Le pari est risqué. François Hilbrandt le juge "nécessaire". "Pas suffisant". "Les clubs sont obligés de prendre des risques pour grandir et en même temps, ils doivent attendre le moment opportun pour prendre ces risques. Il faut arriver à une certaine stabilité sportive avant d'envisager une croissance économique majeure. La puissance économique permet ensuite d'asseoir la puissance sportive. Mais encore faut-il réussir à lancer la machine. C'est toute la problématique : quel est le bon moment pour lancer mon projet de stade ? Est-ce que j'attends d'être totalement installé, quitte à ne pas grandir économiquement ? Ce cercle vertueux est difficile à installer." "D'autant que le sport est une industrie affective et aléatoire, insiste l'économiste Frédéric Bolotny, où il est très difficile de gérer les risques." Dépendants de "l'aléa sportif", les clubs sont "encore plus exposés en phase de croissance", dixit Hilbrandt. "Pendant cette période, on n'a pas le droit à l'échec sur le terrain, renchérit Legarda. Or, une montée ou une relégation tient souvent à un tir sur la barre ou un penalty manqué."

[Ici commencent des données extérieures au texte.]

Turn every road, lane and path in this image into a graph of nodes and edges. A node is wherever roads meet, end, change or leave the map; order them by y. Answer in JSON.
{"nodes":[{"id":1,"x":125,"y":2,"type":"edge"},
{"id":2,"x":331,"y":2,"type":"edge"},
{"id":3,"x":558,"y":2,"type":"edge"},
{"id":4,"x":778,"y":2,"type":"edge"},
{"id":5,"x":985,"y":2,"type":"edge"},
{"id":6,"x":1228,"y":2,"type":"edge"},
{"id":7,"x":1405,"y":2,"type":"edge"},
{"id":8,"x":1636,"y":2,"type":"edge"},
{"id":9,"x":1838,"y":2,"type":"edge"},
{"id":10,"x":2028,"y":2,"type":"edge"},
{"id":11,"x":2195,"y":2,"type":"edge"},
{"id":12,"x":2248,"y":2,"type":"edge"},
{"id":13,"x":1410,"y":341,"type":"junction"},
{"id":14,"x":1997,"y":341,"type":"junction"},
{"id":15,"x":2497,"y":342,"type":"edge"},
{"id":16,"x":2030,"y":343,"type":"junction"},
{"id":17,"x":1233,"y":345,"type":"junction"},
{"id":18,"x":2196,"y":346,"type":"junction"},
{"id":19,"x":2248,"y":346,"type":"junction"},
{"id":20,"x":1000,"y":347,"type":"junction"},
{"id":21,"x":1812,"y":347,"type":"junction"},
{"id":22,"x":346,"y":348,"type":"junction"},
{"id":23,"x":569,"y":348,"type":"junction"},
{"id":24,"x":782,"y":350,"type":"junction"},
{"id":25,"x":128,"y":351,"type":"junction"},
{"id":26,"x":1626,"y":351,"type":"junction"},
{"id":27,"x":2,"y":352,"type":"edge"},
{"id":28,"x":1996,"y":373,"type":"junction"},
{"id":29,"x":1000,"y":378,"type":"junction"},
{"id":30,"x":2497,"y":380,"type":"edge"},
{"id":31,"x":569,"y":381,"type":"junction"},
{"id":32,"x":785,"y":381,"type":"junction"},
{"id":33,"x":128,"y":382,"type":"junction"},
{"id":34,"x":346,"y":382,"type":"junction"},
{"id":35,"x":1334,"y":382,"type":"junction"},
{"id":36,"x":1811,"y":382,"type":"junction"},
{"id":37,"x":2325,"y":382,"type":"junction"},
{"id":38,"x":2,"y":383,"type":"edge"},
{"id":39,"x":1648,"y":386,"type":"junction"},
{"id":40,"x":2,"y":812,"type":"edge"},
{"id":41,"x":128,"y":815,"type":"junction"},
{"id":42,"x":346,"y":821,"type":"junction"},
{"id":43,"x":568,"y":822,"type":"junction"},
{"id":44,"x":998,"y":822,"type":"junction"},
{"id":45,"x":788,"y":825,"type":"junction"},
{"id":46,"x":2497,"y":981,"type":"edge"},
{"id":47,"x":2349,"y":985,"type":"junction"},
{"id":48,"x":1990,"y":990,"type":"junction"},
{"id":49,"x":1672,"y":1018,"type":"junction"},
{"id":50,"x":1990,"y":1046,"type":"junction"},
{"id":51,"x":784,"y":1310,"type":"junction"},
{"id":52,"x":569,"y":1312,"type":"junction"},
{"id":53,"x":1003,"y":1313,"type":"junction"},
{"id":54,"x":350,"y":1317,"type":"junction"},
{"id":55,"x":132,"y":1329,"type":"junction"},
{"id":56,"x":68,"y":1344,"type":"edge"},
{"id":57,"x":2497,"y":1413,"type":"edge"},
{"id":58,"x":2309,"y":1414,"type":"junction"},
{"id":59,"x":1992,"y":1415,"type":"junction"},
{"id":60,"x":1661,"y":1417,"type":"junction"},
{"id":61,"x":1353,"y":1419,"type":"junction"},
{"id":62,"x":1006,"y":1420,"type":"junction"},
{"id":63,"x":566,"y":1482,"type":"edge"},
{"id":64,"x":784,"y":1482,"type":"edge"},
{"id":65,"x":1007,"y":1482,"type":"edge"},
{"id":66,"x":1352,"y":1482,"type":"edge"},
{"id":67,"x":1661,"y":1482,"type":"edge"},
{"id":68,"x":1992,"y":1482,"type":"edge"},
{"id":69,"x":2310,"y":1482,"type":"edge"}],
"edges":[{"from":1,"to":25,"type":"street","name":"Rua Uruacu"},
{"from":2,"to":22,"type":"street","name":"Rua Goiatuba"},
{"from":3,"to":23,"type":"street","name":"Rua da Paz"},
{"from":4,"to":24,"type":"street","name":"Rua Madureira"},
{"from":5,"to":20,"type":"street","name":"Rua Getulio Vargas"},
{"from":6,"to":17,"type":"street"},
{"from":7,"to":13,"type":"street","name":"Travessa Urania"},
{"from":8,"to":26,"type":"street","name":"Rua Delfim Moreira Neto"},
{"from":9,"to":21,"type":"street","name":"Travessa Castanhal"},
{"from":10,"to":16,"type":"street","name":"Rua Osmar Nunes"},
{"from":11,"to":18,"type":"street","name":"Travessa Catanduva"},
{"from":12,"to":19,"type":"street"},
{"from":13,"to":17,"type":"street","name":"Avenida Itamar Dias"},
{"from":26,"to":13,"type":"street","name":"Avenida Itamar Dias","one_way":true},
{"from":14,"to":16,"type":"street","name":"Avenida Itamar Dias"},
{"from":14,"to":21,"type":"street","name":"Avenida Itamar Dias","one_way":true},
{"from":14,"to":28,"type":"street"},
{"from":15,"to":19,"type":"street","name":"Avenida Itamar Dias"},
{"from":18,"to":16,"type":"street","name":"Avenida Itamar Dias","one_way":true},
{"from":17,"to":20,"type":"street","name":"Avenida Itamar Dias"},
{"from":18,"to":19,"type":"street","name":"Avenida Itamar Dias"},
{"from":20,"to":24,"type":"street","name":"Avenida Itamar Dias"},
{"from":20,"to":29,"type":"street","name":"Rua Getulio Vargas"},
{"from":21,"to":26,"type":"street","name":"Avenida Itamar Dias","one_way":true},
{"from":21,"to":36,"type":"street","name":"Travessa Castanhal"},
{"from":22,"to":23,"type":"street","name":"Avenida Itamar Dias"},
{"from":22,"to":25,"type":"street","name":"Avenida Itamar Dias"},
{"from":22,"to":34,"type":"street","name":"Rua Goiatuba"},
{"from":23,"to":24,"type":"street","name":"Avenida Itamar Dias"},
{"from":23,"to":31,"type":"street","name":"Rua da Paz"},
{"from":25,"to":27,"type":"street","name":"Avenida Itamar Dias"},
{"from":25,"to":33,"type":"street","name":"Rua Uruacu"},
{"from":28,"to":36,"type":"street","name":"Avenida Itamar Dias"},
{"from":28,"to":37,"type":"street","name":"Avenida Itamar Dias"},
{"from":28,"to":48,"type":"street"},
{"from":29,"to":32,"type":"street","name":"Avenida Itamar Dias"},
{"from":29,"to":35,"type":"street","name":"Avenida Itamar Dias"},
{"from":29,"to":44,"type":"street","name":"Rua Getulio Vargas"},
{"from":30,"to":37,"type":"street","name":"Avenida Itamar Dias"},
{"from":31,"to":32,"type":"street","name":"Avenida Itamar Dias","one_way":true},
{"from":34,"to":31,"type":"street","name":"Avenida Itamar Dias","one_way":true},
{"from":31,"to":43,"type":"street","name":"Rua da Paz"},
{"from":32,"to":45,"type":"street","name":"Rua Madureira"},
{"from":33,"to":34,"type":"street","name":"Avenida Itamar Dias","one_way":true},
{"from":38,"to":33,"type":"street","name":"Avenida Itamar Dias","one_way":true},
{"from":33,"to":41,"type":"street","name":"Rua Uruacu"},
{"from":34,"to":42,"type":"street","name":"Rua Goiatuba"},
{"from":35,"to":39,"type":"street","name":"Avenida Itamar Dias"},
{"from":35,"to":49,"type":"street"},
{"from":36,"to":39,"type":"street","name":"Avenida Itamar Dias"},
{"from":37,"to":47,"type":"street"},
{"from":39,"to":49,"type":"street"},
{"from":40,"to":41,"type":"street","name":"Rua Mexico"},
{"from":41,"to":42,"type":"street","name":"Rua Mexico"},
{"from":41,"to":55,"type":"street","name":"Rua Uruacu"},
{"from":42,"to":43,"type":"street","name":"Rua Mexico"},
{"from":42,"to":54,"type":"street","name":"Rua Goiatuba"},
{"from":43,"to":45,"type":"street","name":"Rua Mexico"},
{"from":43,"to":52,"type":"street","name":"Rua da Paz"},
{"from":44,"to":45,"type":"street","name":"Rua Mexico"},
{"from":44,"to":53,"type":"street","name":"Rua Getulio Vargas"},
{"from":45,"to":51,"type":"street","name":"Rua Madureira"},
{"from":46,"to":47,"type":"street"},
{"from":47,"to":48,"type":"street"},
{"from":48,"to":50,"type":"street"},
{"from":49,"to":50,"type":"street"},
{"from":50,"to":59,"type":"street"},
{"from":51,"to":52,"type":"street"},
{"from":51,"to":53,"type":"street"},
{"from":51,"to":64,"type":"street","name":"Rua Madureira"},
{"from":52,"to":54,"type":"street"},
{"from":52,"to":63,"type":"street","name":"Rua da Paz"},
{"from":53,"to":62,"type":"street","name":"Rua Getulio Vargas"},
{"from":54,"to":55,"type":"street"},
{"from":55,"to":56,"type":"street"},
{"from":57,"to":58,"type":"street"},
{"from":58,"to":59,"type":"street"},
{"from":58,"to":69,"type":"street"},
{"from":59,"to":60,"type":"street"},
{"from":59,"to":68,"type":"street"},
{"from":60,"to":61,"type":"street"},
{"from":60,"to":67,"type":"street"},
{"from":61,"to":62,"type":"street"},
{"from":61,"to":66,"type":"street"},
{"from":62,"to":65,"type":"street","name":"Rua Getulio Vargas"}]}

Vu les enjeux, les clubs se retrouvent presque contraints de changer leur stratégie de développement en s'éloignant de leur raison d'être. "Il faut leur proposer autre chose que du football, propose Henri Legarda. Il faut du convivial, du festif, avant, pendant et après le match. Si vous voyez un mauvais match mais qu'à côté de ça, vous voyez un beau spectacle, vous revenez." Avec femmes et enfants si possible, et pas nécessairement pour du ballon rond. La rentabilité porte un nom : la diversification. "Les nouveaux stades ne sont pas construits uniquement pour dix-neuf matches de football par an, convient Jean-Pierre Louvel, par ailleurs président de l'Union des clubs professionnels français. Ils doivent vivre 365 jours sur 365." Par le biais d'une filiale (Océane Stadium), le HAC va désormais "produire des activités quotidiennes : des concerts, des séminaires, des congrès d'entreprises, des arbres de Noël, des mariages, des expositions et des foires". En attendant peut-être un jour, à nouveau, le spectacle d'un football de niveau L1.